Carrie remarried and in the 1930 U.S. Census, Harry William is enumerated as "Harry" with Carrie, William Cason, and his older brother, Wallace, at 2103 Proctor Avenue in Waco, TX.  Harry William, who was then known as Harry, attended Waco High School, where he was active in theater, the Rostra Literary Society, the Junior Classical League, Boys Chorus, and as a junior was a Texas Interscholastic League contestant in Declamation.  He won a Shakespeare competition in high school, which led to acting jobs in radio. The 1940 U.S. Census shows that although he was living in Los Angeles on April 1, 1935, he had returned to Waco, and he was again living with his grandmother, Carrie, and his step-grandfather, William Cason.  He later permanently moved with his family to Los Angeles, California. 

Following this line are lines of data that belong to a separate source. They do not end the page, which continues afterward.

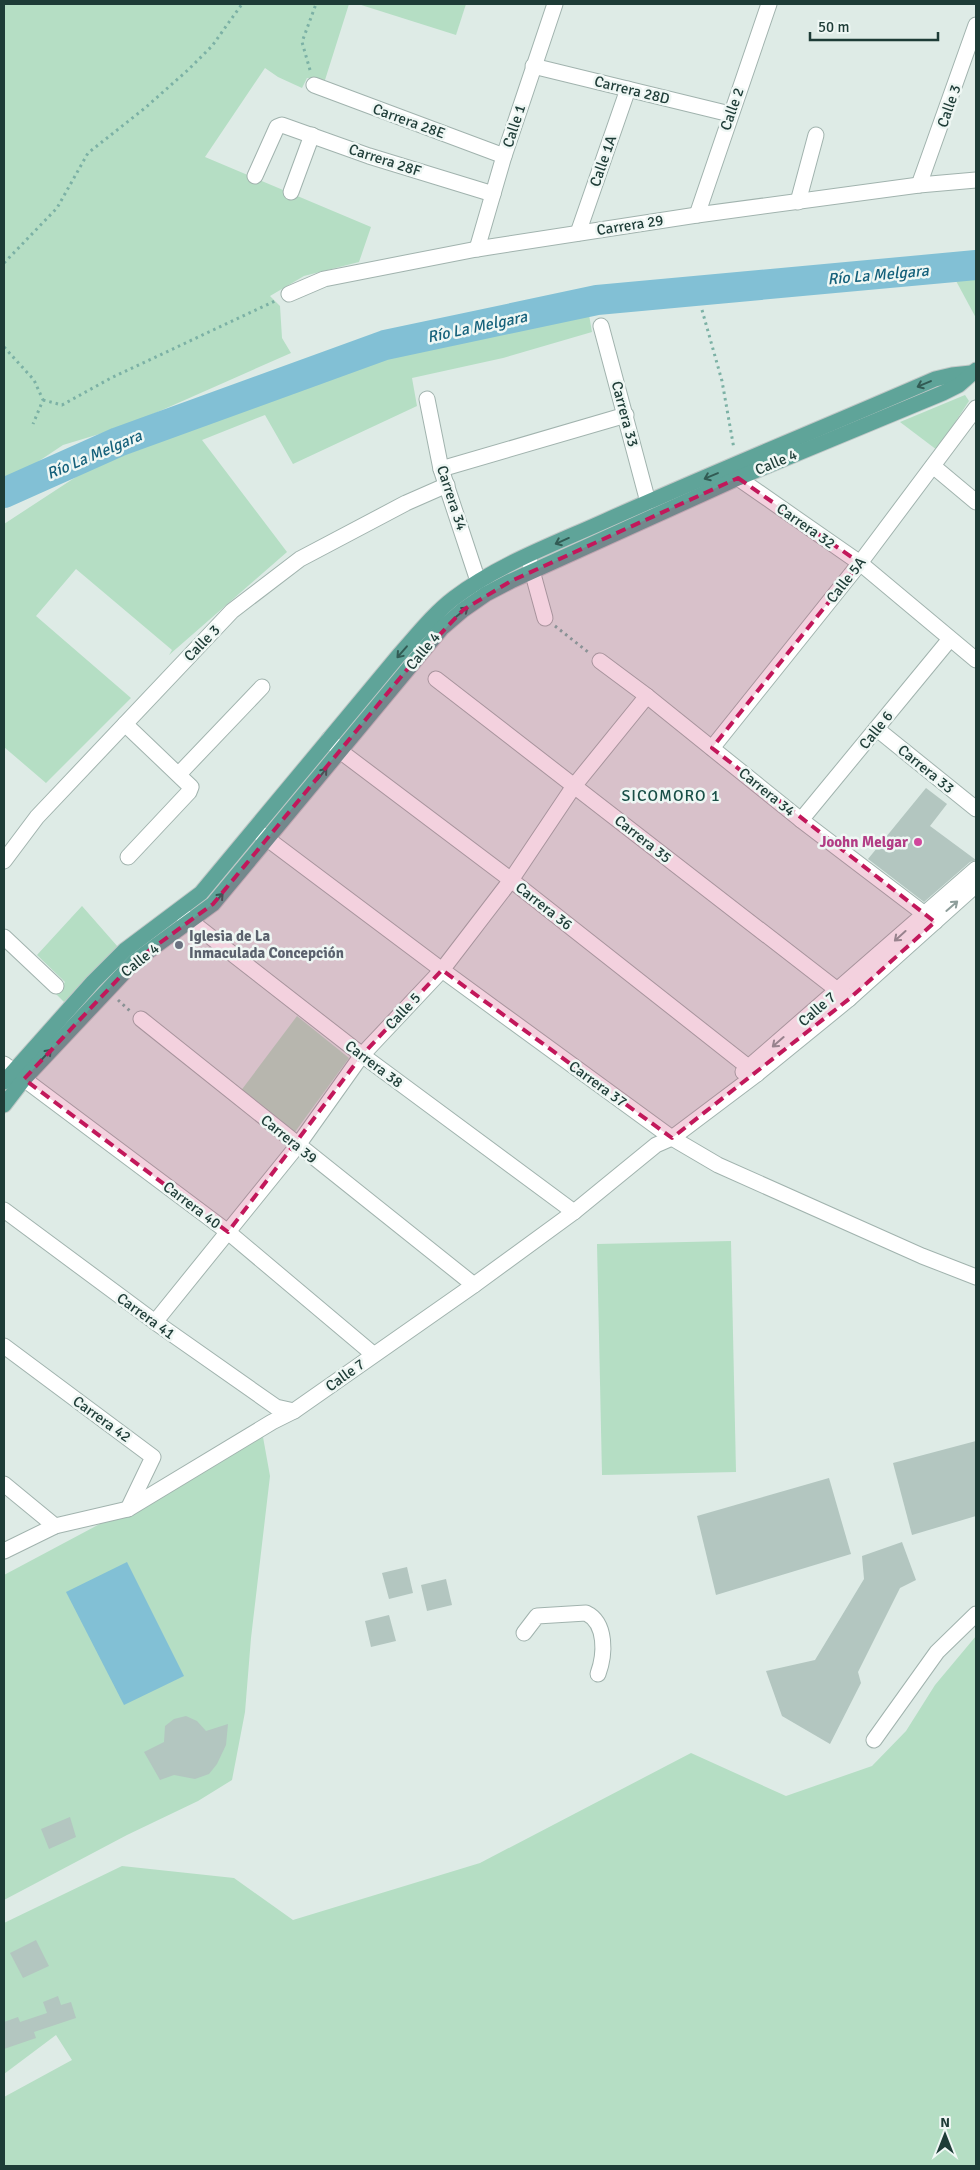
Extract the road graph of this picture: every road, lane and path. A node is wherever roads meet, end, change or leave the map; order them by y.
1 (242, 4) edge
2 (316, 4) edge
3 (555, 4) edge
4 (769, 4) edge
5 (976, 25) edge
6 (972, 54) edge
7 (533, 66) junction
8 (314, 85) joint
9 (628, 89) junction
10 (730, 114) junction
11 (816, 135) dead end
12 (312, 136) junction
13 (504, 156) junction
14 (255, 176) dead end
15 (976, 180) edge
16 (919, 185) junction
17 (291, 192) dead end
18 (492, 194) junction
19 (798, 202) junction
20 (697, 215) junction
21 (578, 233) junction
22 (477, 249) junction
23 (4, 263) edge
24 (288, 294) joint
25 (702, 310) dead end
26 (601, 326) dead end
27 (4, 348) edge
28 (974, 372) edge
29 (427, 399) dead end
30 (43, 400) junction
31 (976, 408) edge
32 (626, 415) junction
33 (33, 424) dead end
34 (933, 466) junction
35 (441, 469) junction
36 (737, 471) junction
37 (447, 485) junction
38 (648, 502) junction
39 (976, 502) edge
40 (528, 556) junction
41 (860, 563) junction
42 (532, 571) junction
43 (482, 587) junction
44 (545, 618) joint
45 (950, 639) junction
46 (976, 660) edge
47 (600, 661) joint
48 (436, 679) dead end
49 (262, 687) dead end
50 (647, 696) junction
51 (125, 724) junction
52 (876, 729) junction
53 (329, 739) junction
54 (712, 748) junction
55 (340, 751) junction
56 (179, 774) junction
57 (574, 786) junction
58 (976, 809) edge
59 (801, 820) junction
60 (255, 830) junction
61 (268, 840) junction
62 (128, 858) dead end
63 (4, 861) edge
64 (976, 869) edge
65 (511, 880) junction
66 (976, 885) edge
67 (177, 910) junction
68 (930, 918) junction
69 (190, 922) junction
70 (4, 937) edge
71 (442, 970) junction
72 (56, 986) dead end
73 (106, 990) junction
74 (844, 995) junction
75 (142, 1019) joint
76 (362, 1055) junction
77 (753, 1071) junction
78 (11, 1074) edge
79 (4, 1105) edge
80 (664, 1138) junction
81 (298, 1145) junction
82 (4, 1210) edge
83 (574, 1212) junction
84 (228, 1232) junction
85 (976, 1277) edge
86 (474, 1285) junction
87 (155, 1322) junction
88 (4, 1346) edge
89 (373, 1354) junction
90 (294, 1411) junction
91 (4, 1484) edge
92 (128, 1509) junction
93 (55, 1526) junction
94 (4, 1552) edge
95 (976, 1614) edge
96 (524, 1633) dead end
97 (598, 1674) dead end
98 (874, 1740) dead end

1 - 23 path
2 - 8 path
3 - 7 street, Calle 1
4 - 10 street, Calle 2
5 - 6 street, Calle 3
6 - 16 street, Calle 3
7 - 9 street, Carrera 28D
7 - 13 street, Calle 1
8 - 13 street, Carrera 28E
9 - 10 street, Carrera 28D
9 - 21 street, Calle 1A
10 - 20 street, Calle 2
11 - 19 street
12 - 14 street, Carrera 28F
12 - 17 street
12 - 18 street, Carrera 28F
13 - 18 street, Calle 1
15 - 16 street, Carrera 29
16 - 19 street, Carrera 29
18 - 22 street, Calle 1
19 - 20 street, Carrera 29
20 - 21 street, Carrera 29
21 - 22 street, Carrera 29
22 - 24 street, Carrera 29
24 - 30 path
25 - 36 path
26 - 32 street, Carrera 33
27 - 30 path
28 - 36 main road, Calle 4
29 - 35 street, Carrera 34
30 - 33 path
31 - 34 street, Calle 5A
32 - 35 street
32 - 38 street, Carrera 33
34 - 39 street
34 - 41 street, Calle 5A
35 - 37 street, Carrera 34
36 -> 38 main road, Calle 4
36 - 41 street, Carrera 32
36 - 42 main road, Calle 4
37 - 43 street, Carrera 34
37 - 51 street, Calle 3
38 -> 40 main road, Calle 4
40 - 42 street
40 - 43 main road, Calle 4
41 - 45 street, Carrera 32
41 - 54 street, Calle 5A
42 - 43 main road, Calle 4
42 - 44 street
43 -> 53 main road, Calle 4
55 -> 43 main road, Calle 4
44 - 47 path
45 - 46 street, Carrera 32
45 - 52 street, Calle 6
47 - 50 street, Carrera 34
48 - 57 street, Carrera 35
49 - 56 street
50 - 54 street, Carrera 34
50 - 57 street, Calle 5
51 - 56 street
51 - 63 street, Calle 3
52 - 58 street, Carrera 33
52 - 59 street, Calle 6
53 - 55 street, Carrera 36
53 - 60 main road, Calle 4
54 - 59 street, Carrera 34
61 -> 55 main road, Calle 4
55 - 65 street, Carrera 36
56 - 62 street
57 - 65 street, Calle 5
57 - 74 street, Carrera 35
59 - 68 street, Carrera 34
60 - 61 street, Carrera 37
60 - 67 main road, Calle 4
69 -> 61 main road, Calle 4
61 - 71 street, Carrera 37
64 - 68 street, Calle 7
65 - 71 street, Calle 5
65 - 77 street, Carrera 36
68 -> 66 street, Calle 7
67 - 69 street, Carrera 38
67 - 78 main road, Calle 4
68 - 74 street, Calle 7
69 - 73 main road, Calle 4
69 - 76 street, Carrera 38
70 - 72 street
71 - 76 street, Calle 5
71 - 80 street, Carrera 37
73 - 75 path
78 -> 73 main road, Calle 4
74 - 77 street, Calle 7
75 - 81 street, Carrera 39
76 - 81 street, Calle 5
76 - 83 street, Carrera 38
77 - 80 street, Calle 7
78 - 79 main road, Calle 4
78 - 84 street, Carrera 40
80 - 83 street, Calle 7
80 - 85 street, Carrera 37
81 - 84 street, Calle 5
81 - 86 street, Carrera 39
82 - 87 street, Carrera 41
83 - 86 street, Calle 7
84 - 87 street, Calle 5
84 - 89 street, Carrera 40
86 - 89 street, Calle 7
87 - 90 street, Carrera 41
88 - 92 street, Carrera 42
89 - 90 street, Calle 7
90 - 92 street, Calle 7
91 - 93 street
92 - 93 street, Calle 7
93 - 94 street, Calle 7
95 - 98 street
96 - 97 street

His father, Harry Lee Boyett, served in WW I in the Navy.  Harry Lee married Margaret on September 4, 1925, in St. Clair Co., Michigan, while working as a rubber worker. On a ship's registry sailing from Havana to New Orleans, in October of 1932, he listed his address as Paramount in Hollywood, CA.  It also reports his birth date is February 15, 1899, and he was born in Waco, TX.  He died at age 36 after having emergency surgery.  He and his mother, Carrie, are buried in Rosemound Cemetery, Waco, TX.

Military service
Boyett served in the Navy during World War II and afterward performed on the stage in both New York City and Los Angeles.

Television
In 1954, Boyett played respected settler Jim Hardwicke in the Death Valley Days episode "11,000 Miners Can't Be Wrong". Boyett was typecast as a law-enforcement officer, most notably as Dan Matthews (Broderick Crawford)'s patrol officer on Highway Patrol, where he appeared in 65 episodes, either as Sgt. Johnson or Sgt. Williams, between 1955 and 1959; Boyett also portrayed a policeman in such diverse series as Gang Busters; The Man Behind the Badge; I Led 3 Lives; M Squad; The Detectives; Sea Hunt;  Bat Masterson; Batman; Gomer Pyle, U.S.M.C.; and Star Trek: The Next Generation.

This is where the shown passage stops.